Bacteria and mould in buildings that have suffered flood or fire damage have led to an increasing number of lawsuits. Bob Spencer puts the new research that could help put an end to litigation under the microscope
In recent years, insurers have faced an increasing risk from litigation following infections, allergic reactions and poisoning by microbial toxins caused by the growth of bacteria and moulds in buildings that have suffered flood or fire damage.
Lawsuits have been prevalent in the US, where scores of claims have been filed in respect of health problems allegedly caused by moulds, with settlements running into millions of dollars.
One of the difficulties for insurers in defending claims has been the ability to provide scientific proof that areas cleaned, following flood or fire incidents, were free of potential microbiological hazards. Extensive research and development has been carried out to enable the disaster restoration industry to reduce microbiological hazards and demonstrate provable levels of cleanliness, providing greater protection for policyholders' health and assisting insurers in combating litigation.
Revolutionary new technologies have now been developed for identifying moulds. This includes sterilizing air in areas affected by mould growth and other biological hazards.
Dr David Webber, one of the UK's leading environmental microbiologists, has played a key role in leading this research. He has extensive expertise in the microbiology of industrial water, particularly the control of Legionnaire's disease in building services, cooling and process waters. He has specialised in methods for rapid microbiological testing.
A key area of his work has been in developing a fast and accurate test for moulds and other potentially hazardous microbiological organisms.
Identification of moulds and organisms using traditional methods has previously been time-consuming - often running into several weeks. However, Dr Webber has established links with a new laboratory based at Leicester University - in the facility that pioneered the development of genetic fingerprinting.
The latest techniques enable scientists to quickly identify more than 550 types of moulds associated with water damage in the built environment.
This testing can now be completed within hours, rather than days, and a programme for effective eradication of potentially infectious microbes and allergens can begin much earlier than had previously been possible.
The rapid identification of important bacterial pathogens, for example, Legionella pneumophila - the causative agent of legionnaire's disease - is also available.
Dr Webber is also evaluating other technologies from the same laboratory, including new dry-rot and moisture sensor kits, improved boroscopes and inspection robots. These will provide further investigative advances that will speed up the identification procedure and, consequently, the complete restoration process.
The ability to detect and identify moulds is a major step forward for the restoration sector, as the rapid confirmation of potential health hazards means less risk of exposure to the insured and to remediation specialists.
After an extensive research and development programme, carried out with Dr Webber, my company adopted a UK-developed technology for sterilizing air.
The process combines advanced technology, including high-efficiency filters, rapid air movement, and a contained ozone force chamber that together achieve a 99.99% kill of bacteria, moulds and viruses and 99% removal of all particulates per passage. The units are simple to install, require minimal maintenance, and have low running costs.

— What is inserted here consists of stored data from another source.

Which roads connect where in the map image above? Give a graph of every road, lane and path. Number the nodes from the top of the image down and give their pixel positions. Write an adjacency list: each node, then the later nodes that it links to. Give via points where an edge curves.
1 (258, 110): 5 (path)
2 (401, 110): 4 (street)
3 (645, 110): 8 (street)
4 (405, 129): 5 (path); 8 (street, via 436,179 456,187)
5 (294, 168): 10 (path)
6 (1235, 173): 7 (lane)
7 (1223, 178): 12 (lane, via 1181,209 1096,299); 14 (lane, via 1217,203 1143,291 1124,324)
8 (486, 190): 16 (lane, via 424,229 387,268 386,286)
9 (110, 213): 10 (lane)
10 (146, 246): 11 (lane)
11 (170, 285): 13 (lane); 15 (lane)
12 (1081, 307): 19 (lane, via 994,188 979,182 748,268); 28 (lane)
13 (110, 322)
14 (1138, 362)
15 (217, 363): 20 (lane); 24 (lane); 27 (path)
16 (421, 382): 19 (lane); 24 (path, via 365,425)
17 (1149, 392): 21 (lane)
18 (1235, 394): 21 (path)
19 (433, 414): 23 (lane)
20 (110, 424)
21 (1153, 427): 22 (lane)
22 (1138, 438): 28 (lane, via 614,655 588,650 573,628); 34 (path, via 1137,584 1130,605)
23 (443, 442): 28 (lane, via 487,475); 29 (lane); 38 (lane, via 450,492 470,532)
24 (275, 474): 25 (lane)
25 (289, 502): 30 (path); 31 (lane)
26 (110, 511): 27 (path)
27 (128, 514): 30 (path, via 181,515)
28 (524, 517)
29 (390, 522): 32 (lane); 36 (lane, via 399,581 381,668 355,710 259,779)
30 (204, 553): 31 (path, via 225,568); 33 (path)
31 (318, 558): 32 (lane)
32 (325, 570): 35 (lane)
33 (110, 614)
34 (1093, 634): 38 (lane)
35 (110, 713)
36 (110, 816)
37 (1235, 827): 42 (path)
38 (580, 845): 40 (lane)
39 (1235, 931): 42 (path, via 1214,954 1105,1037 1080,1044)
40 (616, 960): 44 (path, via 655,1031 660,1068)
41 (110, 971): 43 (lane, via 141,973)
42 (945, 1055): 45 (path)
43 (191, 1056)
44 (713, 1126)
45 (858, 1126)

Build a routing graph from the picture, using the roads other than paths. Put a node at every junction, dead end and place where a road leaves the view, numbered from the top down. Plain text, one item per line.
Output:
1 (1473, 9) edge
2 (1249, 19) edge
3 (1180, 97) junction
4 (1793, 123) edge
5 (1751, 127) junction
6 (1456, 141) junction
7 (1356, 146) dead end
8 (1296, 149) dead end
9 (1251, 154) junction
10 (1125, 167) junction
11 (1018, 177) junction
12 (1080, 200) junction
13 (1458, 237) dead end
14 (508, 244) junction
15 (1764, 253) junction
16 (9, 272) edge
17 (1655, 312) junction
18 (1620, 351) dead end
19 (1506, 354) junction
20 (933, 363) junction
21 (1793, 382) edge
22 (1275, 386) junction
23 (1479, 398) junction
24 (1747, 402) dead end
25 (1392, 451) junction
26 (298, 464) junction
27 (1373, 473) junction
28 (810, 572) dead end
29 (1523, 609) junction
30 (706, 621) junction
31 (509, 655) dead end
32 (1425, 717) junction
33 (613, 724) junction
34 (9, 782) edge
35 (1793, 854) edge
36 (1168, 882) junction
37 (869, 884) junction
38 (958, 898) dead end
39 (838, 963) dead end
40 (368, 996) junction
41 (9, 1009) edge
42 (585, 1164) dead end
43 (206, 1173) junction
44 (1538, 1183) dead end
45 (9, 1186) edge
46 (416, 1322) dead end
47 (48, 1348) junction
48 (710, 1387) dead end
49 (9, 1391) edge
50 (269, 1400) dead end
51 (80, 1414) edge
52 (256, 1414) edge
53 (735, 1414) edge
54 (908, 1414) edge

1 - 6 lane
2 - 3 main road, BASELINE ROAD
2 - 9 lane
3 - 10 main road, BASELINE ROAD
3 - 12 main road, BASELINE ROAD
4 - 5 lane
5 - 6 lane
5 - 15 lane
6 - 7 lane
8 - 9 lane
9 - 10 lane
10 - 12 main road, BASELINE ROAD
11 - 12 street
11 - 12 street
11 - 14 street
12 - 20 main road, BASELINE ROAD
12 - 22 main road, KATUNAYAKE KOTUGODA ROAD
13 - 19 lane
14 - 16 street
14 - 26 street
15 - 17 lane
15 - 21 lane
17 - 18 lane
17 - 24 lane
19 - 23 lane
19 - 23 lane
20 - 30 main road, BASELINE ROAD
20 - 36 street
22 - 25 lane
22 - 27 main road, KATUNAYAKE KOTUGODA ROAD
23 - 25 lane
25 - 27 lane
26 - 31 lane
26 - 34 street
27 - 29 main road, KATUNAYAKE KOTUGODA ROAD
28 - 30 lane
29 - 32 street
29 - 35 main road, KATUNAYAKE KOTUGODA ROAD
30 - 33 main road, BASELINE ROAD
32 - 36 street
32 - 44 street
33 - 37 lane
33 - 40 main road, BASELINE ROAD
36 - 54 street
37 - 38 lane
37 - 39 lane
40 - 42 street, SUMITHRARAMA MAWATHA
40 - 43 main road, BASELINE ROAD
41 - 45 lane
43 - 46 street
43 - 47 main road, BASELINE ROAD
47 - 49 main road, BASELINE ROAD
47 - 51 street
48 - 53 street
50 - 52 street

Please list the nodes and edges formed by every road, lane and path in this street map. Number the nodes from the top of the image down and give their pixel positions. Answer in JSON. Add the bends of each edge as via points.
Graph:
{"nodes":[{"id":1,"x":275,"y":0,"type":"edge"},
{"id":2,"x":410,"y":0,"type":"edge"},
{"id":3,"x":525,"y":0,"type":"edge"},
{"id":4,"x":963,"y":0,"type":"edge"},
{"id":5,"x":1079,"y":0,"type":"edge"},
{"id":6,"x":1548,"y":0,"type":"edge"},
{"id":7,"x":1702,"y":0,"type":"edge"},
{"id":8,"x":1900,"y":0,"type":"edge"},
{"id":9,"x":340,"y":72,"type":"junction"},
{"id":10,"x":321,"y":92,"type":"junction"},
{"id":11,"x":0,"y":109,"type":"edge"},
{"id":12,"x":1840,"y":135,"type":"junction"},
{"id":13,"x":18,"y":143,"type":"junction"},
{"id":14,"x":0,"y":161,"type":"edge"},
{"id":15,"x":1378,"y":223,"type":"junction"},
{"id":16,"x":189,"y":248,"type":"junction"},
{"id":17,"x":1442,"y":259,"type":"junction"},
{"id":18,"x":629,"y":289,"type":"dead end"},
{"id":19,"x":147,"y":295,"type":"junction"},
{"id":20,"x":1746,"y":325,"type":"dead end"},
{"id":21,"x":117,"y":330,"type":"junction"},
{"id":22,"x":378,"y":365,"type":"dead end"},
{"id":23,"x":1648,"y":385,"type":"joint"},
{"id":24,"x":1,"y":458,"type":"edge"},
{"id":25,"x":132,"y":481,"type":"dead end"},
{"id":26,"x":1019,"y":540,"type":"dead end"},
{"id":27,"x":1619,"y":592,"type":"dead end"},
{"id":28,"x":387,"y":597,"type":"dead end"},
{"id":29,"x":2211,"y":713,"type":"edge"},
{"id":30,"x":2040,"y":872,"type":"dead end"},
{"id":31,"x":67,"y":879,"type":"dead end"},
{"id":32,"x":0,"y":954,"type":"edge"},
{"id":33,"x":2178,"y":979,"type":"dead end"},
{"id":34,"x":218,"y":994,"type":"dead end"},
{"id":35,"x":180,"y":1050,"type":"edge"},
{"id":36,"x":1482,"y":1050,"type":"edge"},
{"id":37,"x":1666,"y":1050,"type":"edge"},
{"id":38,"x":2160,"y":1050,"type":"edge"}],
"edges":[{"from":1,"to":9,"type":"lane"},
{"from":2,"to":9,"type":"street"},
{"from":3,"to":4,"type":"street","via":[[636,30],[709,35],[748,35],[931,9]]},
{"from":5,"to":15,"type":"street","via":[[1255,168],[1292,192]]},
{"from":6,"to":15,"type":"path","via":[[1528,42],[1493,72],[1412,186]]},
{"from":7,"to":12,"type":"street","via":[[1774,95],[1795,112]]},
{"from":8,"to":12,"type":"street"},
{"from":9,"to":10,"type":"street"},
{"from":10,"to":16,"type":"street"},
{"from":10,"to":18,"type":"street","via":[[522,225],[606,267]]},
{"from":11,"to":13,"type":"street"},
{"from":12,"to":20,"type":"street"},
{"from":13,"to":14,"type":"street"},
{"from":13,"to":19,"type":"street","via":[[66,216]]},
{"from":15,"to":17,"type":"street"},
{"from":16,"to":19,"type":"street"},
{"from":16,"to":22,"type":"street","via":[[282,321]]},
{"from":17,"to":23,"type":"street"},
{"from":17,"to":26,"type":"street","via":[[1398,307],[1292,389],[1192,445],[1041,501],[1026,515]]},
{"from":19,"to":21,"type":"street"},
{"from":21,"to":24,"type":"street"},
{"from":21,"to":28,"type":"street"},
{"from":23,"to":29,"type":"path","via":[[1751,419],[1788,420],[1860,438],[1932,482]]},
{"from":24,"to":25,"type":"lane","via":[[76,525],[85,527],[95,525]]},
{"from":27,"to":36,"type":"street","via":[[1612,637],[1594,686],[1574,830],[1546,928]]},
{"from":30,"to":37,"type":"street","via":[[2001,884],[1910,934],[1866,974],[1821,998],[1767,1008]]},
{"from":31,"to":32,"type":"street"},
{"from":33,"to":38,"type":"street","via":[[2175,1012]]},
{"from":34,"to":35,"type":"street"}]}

This technology effectively removes air-borne microbes and allergens, and is extremely efficient when used for odour and smoke removal - as it will completely eradicate the smell rather than just mask it.
Many other industries are now beginning to see the advantages of this technology. The aviation sector, for example, sees it as an efficient way to control potential health hazards in passenger aircraft, as well as a more economic way of controlling onboard air circulation. Other important sectors, such as the medical and laboratory fields, are also evaluating this technology.
This is seen as a major breakthrough for the disaster restoration industry, one that will reap benefits for both policyholder and insurer.
Other technical advances are well developed, as the insurance industry's demand for a more scientific approach to the restoration process gathers pace. Remote monitoring of treated areas is now available that not only provides 24-hour surveillance but reduces disruption to householders in certain circumstances by alleviating the need for regular visits to flood and fire damaged homes and businesses.
This system will monitor, measure and record set parameters - such as temperature and humidity - and send an alarm via a mobile, landline or e-mail if the unit stops working or the parameters move out of specification.
Such technological advances mean that restoration companies can provide insurers and their policyholders with a level of confidence that has previously been impractical, or cost-prohibitive.
These developments are not only suitable to our traditional domestic and commercial markets but open doors for a variety of new opportunities.
The professional standards we can deliver today are quite incredible compared to only a few years ago and make this a truly exciting time to be in this industry.
Bob Spencer is technical manager for disaster restoration specialist Rainbow International and chairman of the British Damage Management Association.